NMR logging to estimate hydraulic conductivity in unconsolidated aquifers

Groundwater, 2016, 54, 104-114
Rosemary Knight, David O. Walsh, James J. Butler Jr., Elliot Grunewald, Gaisheng Liu, Andrew D. Parsekian, Edward C. Reboulet, Steve Knobbe and Mercer Barrows

Abstract: Nuclear magnetic resonance (NMR) logging provides a new means of estimating the hydraulic conductivity (K) of unconsolidated aquifers. The estimation of K from the measured NMR parameters can be performed using the Schlumberger-Doll Research (SDR) equation, which is based on the Kozeny–Carman equation and initially developed for obtaining permeability from NMR logging in petroleum reservoirs. The SDR equation includes empirically determined constants. Decades of research for petroleum applications have resulted in standard values for these constants that can provide accurate estimates of permeability in consolidated formations. The question we asked: Can standard values for the constants be defined for hydrogeologic applications that would yield accurate estimates of K in unconsolidated aquifers? Working at 10 locations at three field sites in Kansas and Washington, USA, we acquired NMR and K data using direct-push methods over a 10- to 20-m depth interval in the shallow subsurface. Analysis of pairs of NMR and K data revealed that we could dramatically improve K estimates by replacing the standard petroleum constants with new constants, optimal for estimating K in the unconsolidated materials at the field sites.

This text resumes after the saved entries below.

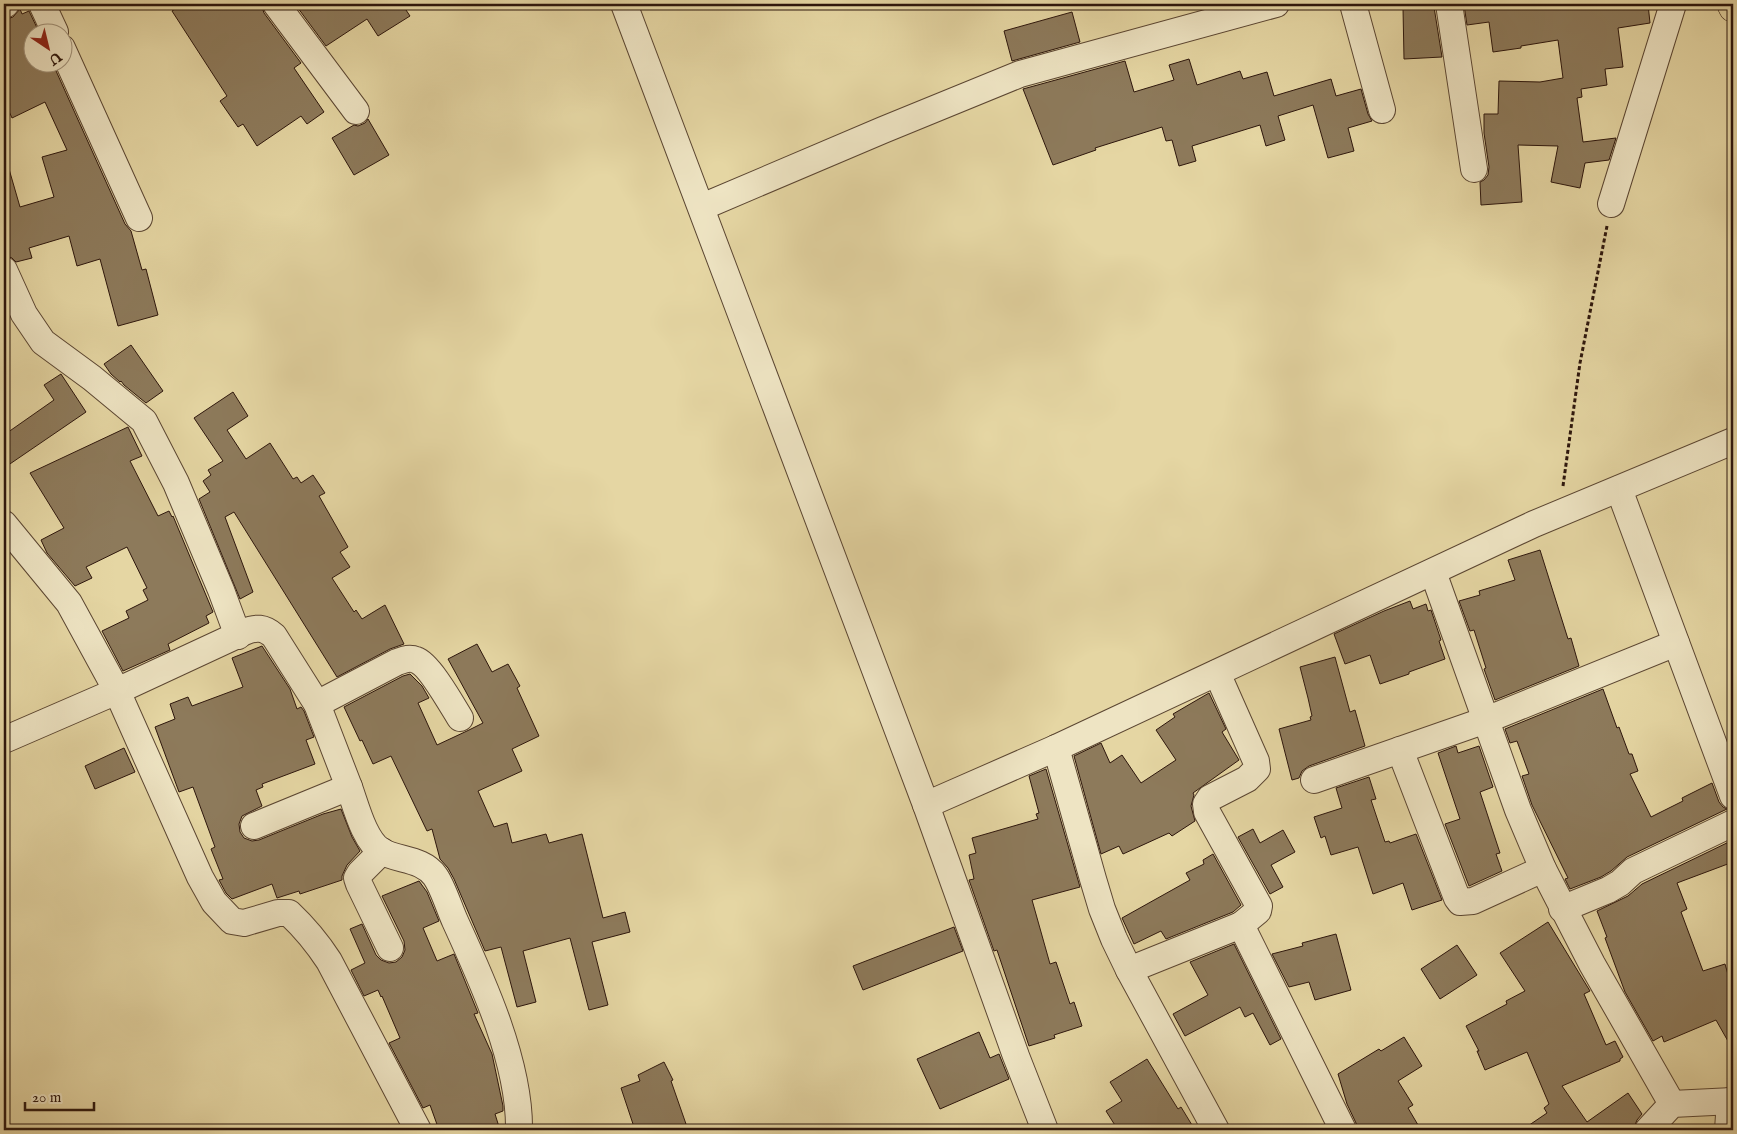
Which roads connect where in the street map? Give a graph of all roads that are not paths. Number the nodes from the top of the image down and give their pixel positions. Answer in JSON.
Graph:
{"nodes":[{"id":1,"x":42,"y":4,"type":"edge"},
{"id":2,"x":276,"y":4,"type":"edge"},
{"id":3,"x":624,"y":4,"type":"edge"},
{"id":4,"x":1276,"y":4,"type":"edge"},
{"id":5,"x":1353,"y":4,"type":"edge"},
{"id":6,"x":1449,"y":4,"type":"edge"},
{"id":7,"x":1673,"y":4,"type":"edge"},
{"id":8,"x":1731,"y":4,"type":"edge"},
{"id":9,"x":1733,"y":8,"type":"edge"},
{"id":10,"x":50,"y":22,"type":"edge"},
{"id":11,"x":72,"y":70,"type":"edge"},
{"id":12,"x":1382,"y":110,"type":"dead end"},
{"id":13,"x":356,"y":112,"type":"dead end"},
{"id":14,"x":1474,"y":168,"type":"dead end"},
{"id":15,"x":1612,"y":204,"type":"road end"},
{"id":16,"x":702,"y":207,"type":"junction"},
{"id":17,"x":139,"y":218,"type":"dead end"},
{"id":18,"x":4,"y":270,"type":"edge"},
{"id":19,"x":1733,"y":441,"type":"edge"},
{"id":20,"x":1619,"y":489,"type":"junction"},
{"id":21,"x":4,"y":524,"type":"edge"},
{"id":22,"x":1433,"y":572,"type":"junction"},
{"id":23,"x":238,"y":636,"type":"junction"},
{"id":24,"x":1676,"y":643,"type":"junction"},
{"id":25,"x":1217,"y":673,"type":"junction"},
{"id":26,"x":117,"y":691,"type":"junction"},
{"id":27,"x":317,"y":704,"type":"junction"},
{"id":28,"x":460,"y":718,"type":"dead end"},
{"id":29,"x":1486,"y":720,"type":"junction"},
{"id":30,"x":4,"y":740,"type":"edge"},
{"id":31,"x":1056,"y":748,"type":"junction"},
{"id":32,"x":1400,"y":750,"type":"junction"},
{"id":33,"x":1314,"y":780,"type":"dead end"},
{"id":34,"x":349,"y":788,"type":"junction"},
{"id":35,"x":1733,"y":796,"type":"edge"},
{"id":36,"x":926,"y":805,"type":"junction"},
{"id":37,"x":1733,"y":823,"type":"edge"},
{"id":38,"x":254,"y":826,"type":"dead end"},
{"id":39,"x":382,"y":851,"type":"junction"},
{"id":40,"x":1543,"y":869,"type":"junction"},
{"id":41,"x":1562,"y":909,"type":"junction"},
{"id":42,"x":1241,"y":925,"type":"junction"},
{"id":43,"x":390,"y":948,"type":"dead end"},
{"id":44,"x":1129,"y":970,"type":"junction"},
{"id":45,"x":1732,"y":1101,"type":"edge"},
{"id":46,"x":1672,"y":1104,"type":"junction"},
{"id":47,"x":418,"y":1130,"type":"edge"},
{"id":48,"x":519,"y":1130,"type":"edge"},
{"id":49,"x":1046,"y":1130,"type":"edge"},
{"id":50,"x":1216,"y":1130,"type":"edge"},
{"id":51,"x":1343,"y":1130,"type":"edge"},
{"id":52,"x":1648,"y":1130,"type":"edge"},
{"id":53,"x":1728,"y":1130,"type":"edge"}],
"edges":[{"from":1,"to":10,"type":"street"},
{"from":2,"to":13,"type":"street"},
{"from":3,"to":16,"type":"street"},
{"from":4,"to":16,"type":"street"},
{"from":5,"to":12,"type":"street"},
{"from":6,"to":14,"type":"street"},
{"from":7,"to":15,"type":"street"},
{"from":8,"to":9,"type":"main road"},
{"from":11,"to":17,"type":"street"},
{"from":16,"to":36,"type":"street"},
{"from":18,"to":23,"type":"street"},
{"from":19,"to":20,"type":"street"},
{"from":20,"to":22,"type":"street"},
{"from":20,"to":24,"type":"street"},
{"from":21,"to":26,"type":"street"},
{"from":22,"to":25,"type":"street"},
{"from":22,"to":29,"type":"street"},
{"from":23,"to":26,"type":"street"},
{"from":23,"to":27,"type":"street"},
{"from":24,"to":29,"type":"street"},
{"from":24,"to":35,"type":"street"},
{"from":25,"to":31,"type":"street"},
{"from":25,"to":42,"type":"street"},
{"from":26,"to":30,"type":"street"},
{"from":26,"to":47,"type":"street"},
{"from":27,"to":28,"type":"street"},
{"from":27,"to":34,"type":"street"},
{"from":29,"to":32,"type":"street"},
{"from":29,"to":40,"type":"street"},
{"from":31,"to":36,"type":"street"},
{"from":31,"to":44,"type":"street"},
{"from":32,"to":33,"type":"street"},
{"from":32,"to":40,"type":"street"},
{"from":34,"to":38,"type":"street"},
{"from":34,"to":39,"type":"street"},
{"from":36,"to":49,"type":"street"},
{"from":37,"to":41,"type":"street"},
{"from":39,"to":43,"type":"street"},
{"from":39,"to":48,"type":"street"},
{"from":40,"to":41,"type":"street"},
{"from":41,"to":46,"type":"street"},
{"from":42,"to":44,"type":"street"},
{"from":42,"to":51,"type":"street"},
{"from":44,"to":50,"type":"street"},
{"from":45,"to":46,"type":"street"},
{"from":45,"to":53,"type":"street"},
{"from":46,"to":52,"type":"street"}]}
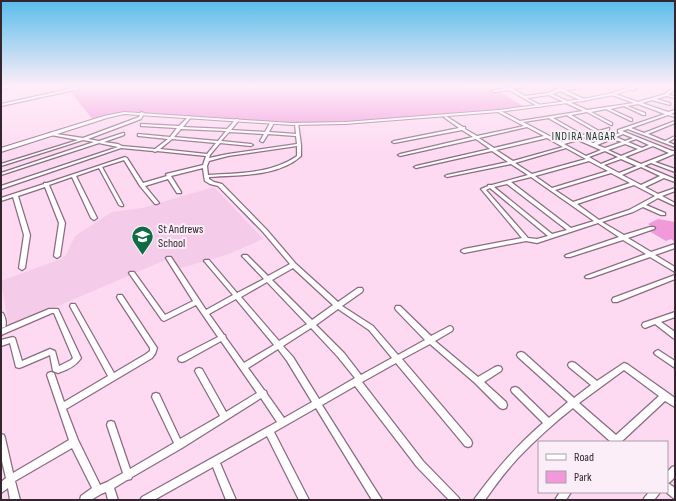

Most significant was the finding that there was little change in the SDR constants between sites. This suggests that we can define a new set of constants that can be used to obtain high resolution, cost-effective estimates of K from NMR logging in unconsolidated aquifers. This significant result has the potential to change dramatically the approach to determining K for hydrogeologic applications.